Naturally, the teachers unions would strike rather than have a course taught by anyone other than a "qualified, professional teacher".


----------



## cainvest (May 1, 2013)

How about just start off teaching common sense, like don't spend more than you make ... sounds simple enough.


----------



## Guban (Jul 5, 2011)

Officiallly, it is already there.

"Financial literacy is integrated into the existing Ontario curriculum"
https://www.edu.gov.on.ca/eng/surveyLiteracy.html

Of course, this means that no one teacher is responsible for teaching it, so it doesn't get done.


----------



## Guban (Jul 5, 2011)

LBCfan said:


> Who would teach it? to modify you comment "The lack of fiscal knowledge *teachers display* is scary.".


Are teachers different in this regard compared to the average person? I haven't seen a specific study to this aspect. There are all kinds of stories out there, but I am unsure about the facts.


----------



## pwm (Jan 19, 2012)

There are some things that you need to teach your children at home; by example.


----------



## RBull (Jan 20, 2013)

Teachers are not the problem. Provincial education departments determine what is to be taught. Without a specific curriculum developed by the various provincial boards financial literacy will be at best something given a cursory mention in some courses. 
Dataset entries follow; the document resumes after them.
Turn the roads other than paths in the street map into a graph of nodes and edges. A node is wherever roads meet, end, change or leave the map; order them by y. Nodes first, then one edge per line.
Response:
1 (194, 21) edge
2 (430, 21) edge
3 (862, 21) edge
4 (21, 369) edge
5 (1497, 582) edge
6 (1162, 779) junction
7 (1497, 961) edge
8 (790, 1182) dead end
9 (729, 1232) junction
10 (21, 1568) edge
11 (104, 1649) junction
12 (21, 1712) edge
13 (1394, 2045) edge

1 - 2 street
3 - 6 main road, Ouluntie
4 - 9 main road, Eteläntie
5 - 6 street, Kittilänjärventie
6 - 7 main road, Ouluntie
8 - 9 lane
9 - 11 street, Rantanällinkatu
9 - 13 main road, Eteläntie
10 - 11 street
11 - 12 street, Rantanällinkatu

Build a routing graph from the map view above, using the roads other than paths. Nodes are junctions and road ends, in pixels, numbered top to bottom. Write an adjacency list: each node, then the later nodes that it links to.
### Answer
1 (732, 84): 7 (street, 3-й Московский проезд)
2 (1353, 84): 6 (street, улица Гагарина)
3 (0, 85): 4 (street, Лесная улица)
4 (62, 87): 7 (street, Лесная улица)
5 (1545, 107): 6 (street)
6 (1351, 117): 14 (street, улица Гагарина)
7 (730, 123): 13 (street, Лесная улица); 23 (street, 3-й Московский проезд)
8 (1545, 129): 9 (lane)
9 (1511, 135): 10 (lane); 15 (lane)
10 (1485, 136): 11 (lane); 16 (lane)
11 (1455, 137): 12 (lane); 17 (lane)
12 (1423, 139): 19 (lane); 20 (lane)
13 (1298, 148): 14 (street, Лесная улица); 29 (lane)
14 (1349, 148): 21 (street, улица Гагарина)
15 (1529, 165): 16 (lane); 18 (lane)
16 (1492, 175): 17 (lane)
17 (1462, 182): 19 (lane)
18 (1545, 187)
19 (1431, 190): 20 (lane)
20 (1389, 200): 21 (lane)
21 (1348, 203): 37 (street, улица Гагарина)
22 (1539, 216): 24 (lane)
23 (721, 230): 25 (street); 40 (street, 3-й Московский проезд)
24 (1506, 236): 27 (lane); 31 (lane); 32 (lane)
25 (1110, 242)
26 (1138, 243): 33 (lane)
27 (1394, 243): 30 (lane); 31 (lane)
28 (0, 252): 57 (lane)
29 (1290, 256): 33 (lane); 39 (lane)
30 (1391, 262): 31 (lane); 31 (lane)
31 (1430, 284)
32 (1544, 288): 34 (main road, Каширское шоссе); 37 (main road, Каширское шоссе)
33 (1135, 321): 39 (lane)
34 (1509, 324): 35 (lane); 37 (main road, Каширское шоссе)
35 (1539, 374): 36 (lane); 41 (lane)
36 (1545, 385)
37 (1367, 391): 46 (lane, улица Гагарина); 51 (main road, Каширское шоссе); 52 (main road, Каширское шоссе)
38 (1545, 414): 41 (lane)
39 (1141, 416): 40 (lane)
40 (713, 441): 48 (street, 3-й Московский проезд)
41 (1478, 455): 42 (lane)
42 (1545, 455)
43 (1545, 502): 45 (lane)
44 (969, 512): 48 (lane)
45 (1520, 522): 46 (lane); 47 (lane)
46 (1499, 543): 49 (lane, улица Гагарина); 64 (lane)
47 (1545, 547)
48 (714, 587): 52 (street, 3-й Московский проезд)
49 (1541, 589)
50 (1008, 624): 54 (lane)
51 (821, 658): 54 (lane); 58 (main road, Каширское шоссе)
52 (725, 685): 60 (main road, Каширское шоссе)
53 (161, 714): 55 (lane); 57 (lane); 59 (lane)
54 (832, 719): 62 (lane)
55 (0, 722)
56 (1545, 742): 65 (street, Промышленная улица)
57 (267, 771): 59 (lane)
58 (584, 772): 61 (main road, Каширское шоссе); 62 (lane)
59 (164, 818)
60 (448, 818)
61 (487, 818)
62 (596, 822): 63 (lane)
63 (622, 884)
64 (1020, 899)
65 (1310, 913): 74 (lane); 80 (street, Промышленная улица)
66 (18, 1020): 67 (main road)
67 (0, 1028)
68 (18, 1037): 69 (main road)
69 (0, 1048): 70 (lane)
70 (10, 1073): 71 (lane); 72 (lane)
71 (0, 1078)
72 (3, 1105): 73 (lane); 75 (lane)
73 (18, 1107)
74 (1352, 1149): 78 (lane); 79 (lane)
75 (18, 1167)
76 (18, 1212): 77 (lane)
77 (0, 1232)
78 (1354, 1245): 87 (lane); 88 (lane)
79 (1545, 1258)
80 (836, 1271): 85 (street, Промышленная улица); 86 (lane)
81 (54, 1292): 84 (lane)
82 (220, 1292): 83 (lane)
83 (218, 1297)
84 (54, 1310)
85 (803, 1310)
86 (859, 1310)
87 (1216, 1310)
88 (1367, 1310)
I too would like to see information on teachers having a lack of fiscal knowledge. Tell that to Andrew Hallam. Most of the ones I know have better fiscal skills and spending control than the average person I know. They are definitely more frugal than average. 

Parents of children are role models and are also responsible for educating their own children about finances. While it is a good idea for schools to teach personal finances it seems to me to be another one of the many issues society/families want to push off as someone else's responsibility.


----------



## My Own Advisor (Sep 24, 2012)

I wish we had more stock in our school system...my take:
http://www.myownadvisor.ca/wish-stock-school-system/


----------



## tygrus (Mar 13, 2012)

Some of the people in our top professions are financially illiterate like doctors, lawyers, teachers, engineers. But CEOs and business owners have it down pat usually.

And if our kids were told the truth about finances and how they work, they would be less susceptible to the advertising drivel they are bombarded with every day. It pays to have mindless spending sheep.


----------



## nathan79 (Feb 21, 2011)

tygrus said:


> It pays to have mindless spending sheep.


There's the answer to the why of this thread.


----------



## Woz (Sep 5, 2013)

I don't think it would make much of a difference if more of an emphasis was put on personal finance in schools. It's not something you really absorb until you have real world experiences and the mistakes people make tend to be due to impulsiveness/not thinking things through, not because of a lack of knowledge (i.e. everyone knows credit card debt is bad but people still accumulate it).


----------



## Rusty O'Toole (Feb 1, 2012)

Schools tend to avoid subjects that could be of use. I know I learned practically nothing about saving, investing, managing money and what I did learn in school was wrong.

These skills we use every day, and can make a huge difference in our lives. They should be taught in school or somewhere.


----------



## CPA Candidate (Dec 15, 2013)

The current public school system is not about education, but indoctrination into so-called progressive left. Even when I was in school in the 80s, we learned more about saving whales and the evils of plastic bags and polution than real skills that are required for life. It's much worse in elementary schools than high schools. Thankfully I can have a personal impact on my daughter to emphasize the real skills and attitudes that will garner success in the world.


----------